3 common types of situations:
1. A great business selling at a high valuation (not for us)
2. A mediocre business selling at an absurdly low valuation (perennial temptation)
3. A perfectly good business selling at a low valuation because it is being run (or is perceived to be run) by the corporate equivalent of Beavis and Butthead.
See drawing of Leo Apotheker and Jerry Yang as Beavis and Butthead
http://2.bp.blogspot.com/-ZAHULXOuut4/TsKjNfZgrOI/AAAAAAAAAW...

Yahoo:
We purchased Yahoo in 2009 at $12 a share.
Backing out the after-tax value of the Asian assets left a negative value for the core Yahoo business. Being paid to accept a debt-free business generating $600M of free cash flow.
A compelling risk-reward tradeoff.
Competition for advertising with Google and Facebook remains a risk.
Management turned down $31 offer from Microsoft.
Are managers/Board friends or foes of shareholders?
Carol Bartz did bring adult management but did not monetize Yahoo's enormous web presence.
Daniel Loeb's Third Point Capital is publicly harassing the Board and trying to get on the Board.
Still remain at the mercy of management and the Board.

HP:
HP's situation, on the other hand has resolved itself with a management change.
New CEO Meg Whitman simply has to be a patient adult and the stock will be $50 in 2 years.
Excellent balance sheet.
Selling at 6x cash earnings.
Double digit operating margins.
$9B in free cash flow.
Earnings are expected to grow this year and next.
Meg Whitman does not have to be the next Steve Jobs.
Company should buy back 4% of stock each year, raise the dividend consistently and spend the leftover $2B each year to supplement the R&D pipeline. With any luck the company would then trade at a whopping 10x cash earnings that is in line with the rest of the tech sector.

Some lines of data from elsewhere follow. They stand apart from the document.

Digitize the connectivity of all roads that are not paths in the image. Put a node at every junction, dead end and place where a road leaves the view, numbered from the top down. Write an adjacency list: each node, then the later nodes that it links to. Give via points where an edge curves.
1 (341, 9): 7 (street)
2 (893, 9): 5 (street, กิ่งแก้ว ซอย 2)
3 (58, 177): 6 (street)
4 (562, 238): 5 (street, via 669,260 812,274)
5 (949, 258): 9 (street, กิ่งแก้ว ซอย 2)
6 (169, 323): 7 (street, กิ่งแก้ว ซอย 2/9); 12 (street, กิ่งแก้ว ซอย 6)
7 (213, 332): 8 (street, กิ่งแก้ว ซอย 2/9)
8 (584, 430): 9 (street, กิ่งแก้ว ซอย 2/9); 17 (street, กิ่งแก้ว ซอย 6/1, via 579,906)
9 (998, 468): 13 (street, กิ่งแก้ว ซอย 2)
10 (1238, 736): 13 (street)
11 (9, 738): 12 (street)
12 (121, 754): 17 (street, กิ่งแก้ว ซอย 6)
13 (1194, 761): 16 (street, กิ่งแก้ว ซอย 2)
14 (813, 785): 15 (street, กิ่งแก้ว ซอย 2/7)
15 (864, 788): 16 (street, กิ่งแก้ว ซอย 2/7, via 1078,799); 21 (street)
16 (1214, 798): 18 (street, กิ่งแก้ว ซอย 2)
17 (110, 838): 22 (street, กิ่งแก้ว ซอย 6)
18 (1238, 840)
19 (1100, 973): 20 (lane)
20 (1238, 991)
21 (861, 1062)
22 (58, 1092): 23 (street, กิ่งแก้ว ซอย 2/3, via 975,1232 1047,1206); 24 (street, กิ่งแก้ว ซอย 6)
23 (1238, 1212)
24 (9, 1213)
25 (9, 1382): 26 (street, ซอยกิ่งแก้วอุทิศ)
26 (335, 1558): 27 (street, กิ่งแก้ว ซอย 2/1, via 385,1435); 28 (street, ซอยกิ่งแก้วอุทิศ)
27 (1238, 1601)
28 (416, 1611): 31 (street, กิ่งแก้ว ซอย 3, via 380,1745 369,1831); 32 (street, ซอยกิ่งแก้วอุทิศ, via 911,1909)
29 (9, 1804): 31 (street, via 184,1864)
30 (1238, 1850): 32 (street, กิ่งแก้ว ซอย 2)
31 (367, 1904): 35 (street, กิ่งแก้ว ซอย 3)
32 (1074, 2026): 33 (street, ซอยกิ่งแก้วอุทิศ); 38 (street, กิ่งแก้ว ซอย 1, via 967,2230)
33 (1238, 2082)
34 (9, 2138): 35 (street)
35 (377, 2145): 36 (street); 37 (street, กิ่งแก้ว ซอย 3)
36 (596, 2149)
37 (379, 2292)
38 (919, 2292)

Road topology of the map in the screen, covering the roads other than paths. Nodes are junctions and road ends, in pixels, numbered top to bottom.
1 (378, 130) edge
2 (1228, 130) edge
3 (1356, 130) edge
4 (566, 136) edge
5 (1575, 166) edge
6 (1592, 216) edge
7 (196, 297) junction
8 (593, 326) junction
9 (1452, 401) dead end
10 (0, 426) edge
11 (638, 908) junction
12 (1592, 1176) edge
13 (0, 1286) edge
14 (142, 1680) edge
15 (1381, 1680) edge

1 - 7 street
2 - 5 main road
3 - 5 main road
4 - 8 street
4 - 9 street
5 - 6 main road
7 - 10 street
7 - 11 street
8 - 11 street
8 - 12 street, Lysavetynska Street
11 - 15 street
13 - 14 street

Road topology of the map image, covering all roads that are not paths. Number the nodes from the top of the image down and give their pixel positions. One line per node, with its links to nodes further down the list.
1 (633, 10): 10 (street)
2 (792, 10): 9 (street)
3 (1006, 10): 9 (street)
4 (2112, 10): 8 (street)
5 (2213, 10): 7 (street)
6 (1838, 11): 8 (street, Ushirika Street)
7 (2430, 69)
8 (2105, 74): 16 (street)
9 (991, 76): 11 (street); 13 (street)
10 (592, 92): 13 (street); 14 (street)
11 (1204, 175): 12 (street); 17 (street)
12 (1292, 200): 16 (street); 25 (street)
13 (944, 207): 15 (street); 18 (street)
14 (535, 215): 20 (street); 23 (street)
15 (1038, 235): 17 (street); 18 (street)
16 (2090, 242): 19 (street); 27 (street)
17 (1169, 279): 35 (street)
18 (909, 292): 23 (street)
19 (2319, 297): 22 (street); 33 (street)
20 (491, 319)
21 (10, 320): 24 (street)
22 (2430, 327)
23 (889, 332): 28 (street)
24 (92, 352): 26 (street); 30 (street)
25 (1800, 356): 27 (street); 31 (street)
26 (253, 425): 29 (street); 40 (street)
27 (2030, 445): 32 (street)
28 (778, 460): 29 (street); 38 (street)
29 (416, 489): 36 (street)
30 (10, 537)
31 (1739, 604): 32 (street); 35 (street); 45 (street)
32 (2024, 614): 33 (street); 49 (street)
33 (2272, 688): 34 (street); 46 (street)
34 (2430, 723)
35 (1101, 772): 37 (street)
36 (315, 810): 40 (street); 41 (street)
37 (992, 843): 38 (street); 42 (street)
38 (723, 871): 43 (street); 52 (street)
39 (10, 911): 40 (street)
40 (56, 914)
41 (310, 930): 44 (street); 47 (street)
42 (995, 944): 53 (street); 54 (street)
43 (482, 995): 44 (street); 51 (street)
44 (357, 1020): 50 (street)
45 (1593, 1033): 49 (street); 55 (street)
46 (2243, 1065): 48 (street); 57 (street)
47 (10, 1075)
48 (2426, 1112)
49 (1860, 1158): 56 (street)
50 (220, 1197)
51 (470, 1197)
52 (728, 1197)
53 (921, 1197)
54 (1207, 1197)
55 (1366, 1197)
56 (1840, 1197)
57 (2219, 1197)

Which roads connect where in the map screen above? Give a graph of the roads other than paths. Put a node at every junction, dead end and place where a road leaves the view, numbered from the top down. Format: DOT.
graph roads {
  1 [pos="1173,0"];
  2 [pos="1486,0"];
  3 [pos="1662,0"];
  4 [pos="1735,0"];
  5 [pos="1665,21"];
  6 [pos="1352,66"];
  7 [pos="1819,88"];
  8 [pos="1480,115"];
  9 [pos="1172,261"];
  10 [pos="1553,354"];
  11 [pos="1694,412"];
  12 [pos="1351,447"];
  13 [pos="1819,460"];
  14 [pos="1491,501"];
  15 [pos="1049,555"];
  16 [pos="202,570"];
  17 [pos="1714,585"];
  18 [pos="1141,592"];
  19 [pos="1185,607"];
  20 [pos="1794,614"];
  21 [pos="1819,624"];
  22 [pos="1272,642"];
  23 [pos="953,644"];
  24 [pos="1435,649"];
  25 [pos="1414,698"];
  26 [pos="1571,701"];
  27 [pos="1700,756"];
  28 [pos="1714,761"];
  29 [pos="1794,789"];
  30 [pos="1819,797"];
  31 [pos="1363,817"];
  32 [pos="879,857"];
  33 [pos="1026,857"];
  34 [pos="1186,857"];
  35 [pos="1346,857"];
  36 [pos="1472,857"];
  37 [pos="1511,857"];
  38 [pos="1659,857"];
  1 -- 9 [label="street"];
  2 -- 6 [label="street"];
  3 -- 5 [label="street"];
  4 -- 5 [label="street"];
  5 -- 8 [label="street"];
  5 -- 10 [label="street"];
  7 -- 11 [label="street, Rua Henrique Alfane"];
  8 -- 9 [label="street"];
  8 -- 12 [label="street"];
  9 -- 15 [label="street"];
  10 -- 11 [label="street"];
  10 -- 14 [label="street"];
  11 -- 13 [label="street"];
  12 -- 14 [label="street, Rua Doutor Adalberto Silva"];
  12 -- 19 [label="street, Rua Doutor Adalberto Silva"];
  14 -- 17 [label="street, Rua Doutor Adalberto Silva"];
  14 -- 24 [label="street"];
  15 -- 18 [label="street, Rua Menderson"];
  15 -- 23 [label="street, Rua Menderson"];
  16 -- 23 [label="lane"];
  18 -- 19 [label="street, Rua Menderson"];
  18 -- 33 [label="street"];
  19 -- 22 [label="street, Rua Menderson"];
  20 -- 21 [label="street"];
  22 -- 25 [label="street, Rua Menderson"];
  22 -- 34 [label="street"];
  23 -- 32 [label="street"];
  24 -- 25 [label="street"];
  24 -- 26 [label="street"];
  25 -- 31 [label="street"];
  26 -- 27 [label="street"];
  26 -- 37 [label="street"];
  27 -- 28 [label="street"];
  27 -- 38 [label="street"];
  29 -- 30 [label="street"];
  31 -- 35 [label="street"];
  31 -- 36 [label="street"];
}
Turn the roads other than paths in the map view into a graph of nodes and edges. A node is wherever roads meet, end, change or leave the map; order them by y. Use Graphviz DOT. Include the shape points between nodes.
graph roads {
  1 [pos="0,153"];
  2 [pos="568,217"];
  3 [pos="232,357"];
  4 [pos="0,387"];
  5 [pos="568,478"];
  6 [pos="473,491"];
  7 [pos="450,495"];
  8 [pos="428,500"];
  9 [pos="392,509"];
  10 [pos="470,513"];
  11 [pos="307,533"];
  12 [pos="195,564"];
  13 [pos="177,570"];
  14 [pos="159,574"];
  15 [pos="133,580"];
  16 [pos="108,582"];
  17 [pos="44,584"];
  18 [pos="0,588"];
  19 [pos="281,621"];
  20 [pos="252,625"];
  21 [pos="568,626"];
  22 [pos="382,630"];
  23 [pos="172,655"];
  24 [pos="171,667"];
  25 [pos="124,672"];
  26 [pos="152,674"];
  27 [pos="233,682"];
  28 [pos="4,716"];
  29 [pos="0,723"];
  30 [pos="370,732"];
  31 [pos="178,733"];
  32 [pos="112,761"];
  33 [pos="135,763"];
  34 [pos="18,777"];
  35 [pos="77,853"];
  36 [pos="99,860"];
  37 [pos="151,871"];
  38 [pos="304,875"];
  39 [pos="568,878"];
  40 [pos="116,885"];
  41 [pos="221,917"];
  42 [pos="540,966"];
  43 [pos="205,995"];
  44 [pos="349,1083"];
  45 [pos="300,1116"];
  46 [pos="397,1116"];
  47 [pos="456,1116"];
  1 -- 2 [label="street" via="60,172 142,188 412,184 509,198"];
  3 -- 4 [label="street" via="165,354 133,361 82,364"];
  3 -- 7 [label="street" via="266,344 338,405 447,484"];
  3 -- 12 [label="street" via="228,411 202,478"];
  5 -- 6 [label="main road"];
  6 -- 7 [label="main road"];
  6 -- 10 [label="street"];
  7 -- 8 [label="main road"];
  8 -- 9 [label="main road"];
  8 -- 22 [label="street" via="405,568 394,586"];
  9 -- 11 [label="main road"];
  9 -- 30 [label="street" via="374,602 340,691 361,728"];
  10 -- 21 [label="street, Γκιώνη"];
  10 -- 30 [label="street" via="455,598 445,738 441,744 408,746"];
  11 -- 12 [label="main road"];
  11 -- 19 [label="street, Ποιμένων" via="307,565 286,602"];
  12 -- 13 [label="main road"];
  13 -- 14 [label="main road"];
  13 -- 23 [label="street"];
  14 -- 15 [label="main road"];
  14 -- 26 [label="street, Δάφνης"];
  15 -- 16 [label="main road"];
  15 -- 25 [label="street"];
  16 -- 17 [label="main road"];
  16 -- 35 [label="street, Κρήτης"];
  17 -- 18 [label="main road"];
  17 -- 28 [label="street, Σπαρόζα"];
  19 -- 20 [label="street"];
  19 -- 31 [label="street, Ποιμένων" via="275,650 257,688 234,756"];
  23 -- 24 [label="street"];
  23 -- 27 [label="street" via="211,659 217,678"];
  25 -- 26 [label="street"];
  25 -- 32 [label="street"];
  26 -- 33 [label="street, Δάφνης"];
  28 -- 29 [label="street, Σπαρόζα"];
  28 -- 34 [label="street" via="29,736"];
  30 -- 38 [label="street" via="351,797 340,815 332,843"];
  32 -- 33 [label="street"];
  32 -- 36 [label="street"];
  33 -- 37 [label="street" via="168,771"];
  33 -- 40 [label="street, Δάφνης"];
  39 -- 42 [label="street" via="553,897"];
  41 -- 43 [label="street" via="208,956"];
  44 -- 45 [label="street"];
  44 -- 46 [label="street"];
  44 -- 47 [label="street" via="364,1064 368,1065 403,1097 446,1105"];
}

We strongly prefer to invest alongside people whose incentives are properly aligned with our position – which is generally that of the common shareholder – and who have a demonstrated track record of acting rationally on pour behalf. But there are times when the degree of valuation discount – which may stem from investor disgust with present management – is so great that the risk of the possibility of another inane corporate venture or further mediocrity is deemed to be acceptable.